Though Wun Wun was killed by a steady stream of bow and arrows to the back and chest (and a final shot to the eye, courtesy of — who else — Ramsay), it isn't enough to send Ramsay cowering into hiding. He takes Jon up on his earlier offer of a man-to-man battle, and what happens next shouldn't surprise anyone: Ramsay loses. But that's not the final nail in his coffin. Oh no, not yet. It's Sansa Stark who'll deliver that achingly perfect blow.

Sansa beautifully, wonderfully, effortless, perfectly feeds Ramsay Bolton to the dogs, and I'm pretty sure the world erupted in applause. Ever since Ramsay Bolton raped and tortured Sansa on their wedding night, I've been hoping that the writers of Game of Thrones would allow her to be the one to kill Ramsay, however and whenever that happened. And at the beginning of Season 6 when Brienne took her loyal oath to serve Sansa forever, I hoped that if it couldn't be Sansa who killed Ramsay, it'd be Brienne instead. I so desperately wanted it to be a woman who killed him.

I pictured him helpless and pleading somewhere, begging a woman to spare him his life. Then I pictured that woman — Sansa, Brienne, Lady Stoneheart, if she played a role on the show — to deliver just one second of that terror he was notorious for back to Ramsay Bolton. Just one second, I reasoned, would be enough. Just one second would be worth it. Would that second be long enough to make up all the harm he's done to his victims in six seasons of the show? Of course not, but I just wanted one second of that fear — a flicker across his face would do — and then I wanted him to be gone. Forever. I just wanted him to disappear.

But on Sunday night on Game of Thrones, the death of Ramsay Bolton was much, much better than I could've ever dreamed.

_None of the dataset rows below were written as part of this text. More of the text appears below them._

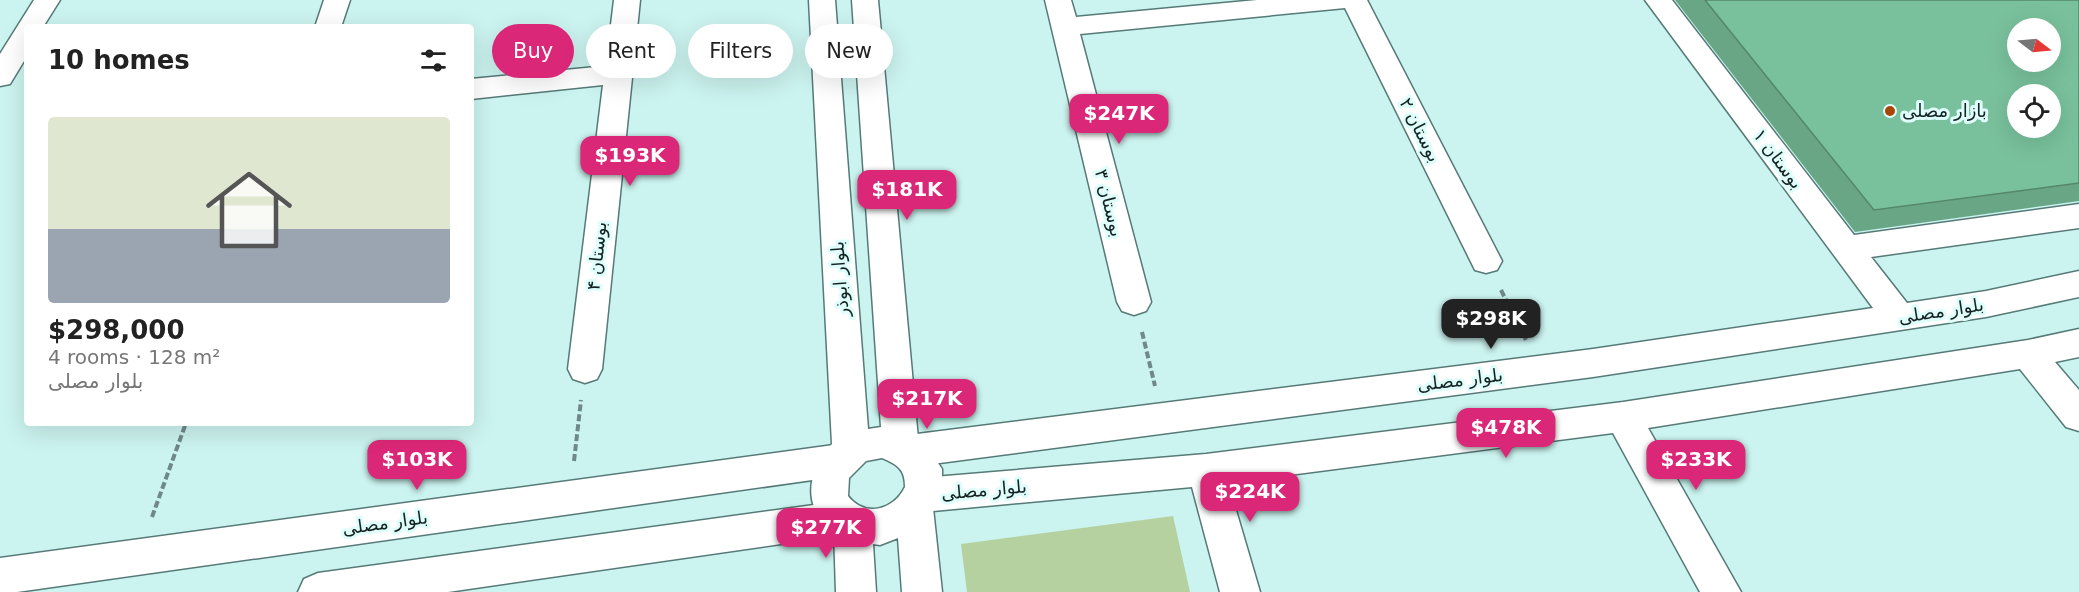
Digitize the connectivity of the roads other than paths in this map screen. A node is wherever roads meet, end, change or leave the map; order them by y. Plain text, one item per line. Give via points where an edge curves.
1 (47, 0) edge
2 (337, 0) edge
3 (627, 0) edge
4 (822, 0) edge
5 (865, 0) edge
6 (1345, 0) edge
7 (1354, 0) edge
8 (1658, 0) edge
9 (1061, 13) edge
10 (32, 24) edge
11 (329, 24) edge
12 (624, 24) edge
13 (24, 38) edge
14 (0, 77) edge
15 (586, 77) edge
16 (618, 78) edge
17 (474, 89) edge
18 (2079, 216) edge
19 (1845, 248) junction
20 (1486, 261) road end
21 (2079, 284) edge
22 (1134, 302) road end
23 (1899, 317) junction
24 (2079, 343) edge
25 (2028, 354) junction
26 (585, 369) road end
27 (2079, 416) edge
28 (1623, 417) junction
29 (904, 448) junction
30 (846, 455) junction
31 (1206, 470) junction
32 (919, 502) junction
33 (848, 521) junction
34 (0, 576) edge
35 (334, 591) edge
36 (856, 592) edge
37 (922, 592) edge
38 (1240, 592) edge
39 (1721, 592) edge

1 - 10 street
2 - 11 street
3 - 12 street, بوستان ۴
4 - 30 street, بلوار ابوذر
5 - 29 street
6 - 9 street
7 - 20 street, بوستان ۲
8 - 19 street, بوستان ۱
9 - 22 street, بوستان ۳
13 - 14 street
15 - 17 street
16 - 26 street, بوستان ۴
18 - 19 street
19 - 23 street, بوستان ۱
21 - 23 street, بلوار مصلی
23 - 29 street, بلوار مصلی via 1541,370
24 - 25 street, بلوار مصلی
25 - 27 street
25 - 28 street, بلوار مصلی
28 - 31 street, بلوار مصلی
28 - 39 street
29 - 30 street via 884,442 866,444
29 - 32 street via 918,459 923,470 925,483
30 - 33 street via 829,484 834,508
30 - 34 street, بلوار مصلی via 570,498
31 - 32 street, بلوار مصلی
31 - 38 street
32 - 33 street via 893,524 866,527
32 - 37 street
33 - 35 street
33 - 36 street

Using his own dogs against him — his beloved trained killers, the vehicles of his rampant violence — was perhaps the most baller Sansa Stark moment in a season filled with baller Sansa Stark moments. I love that she didn't have to put a finger on Ramsay to defeat him, and I love that Jon Snow understood the terror Ramsay inflicted on his sister enough to understand that he couldn't and shouldn't be the one to kill him. I love that Sansa's stone-cold glare never wavered. I love that the power tucked inside her revenge was palpable. I love that she took from him the one thing he thought would never fail him. Though I don't love that his source of terror became her source of survival, I love so much about Sansa Stark killing Ramsay Bolton that I could go on and on and on and on. To be honest, I could probably never stop singing her praises.

I don't see myself as someone who touts the "an eye for an eye" ideology, but in Game of Thrones, it totally works. I hated Ramsay Bolton. I still hate him. I can't imagine how much Sansa Stark must hate him. But I am thrilled Sansa fed him to the dogs. I'd say he earned that.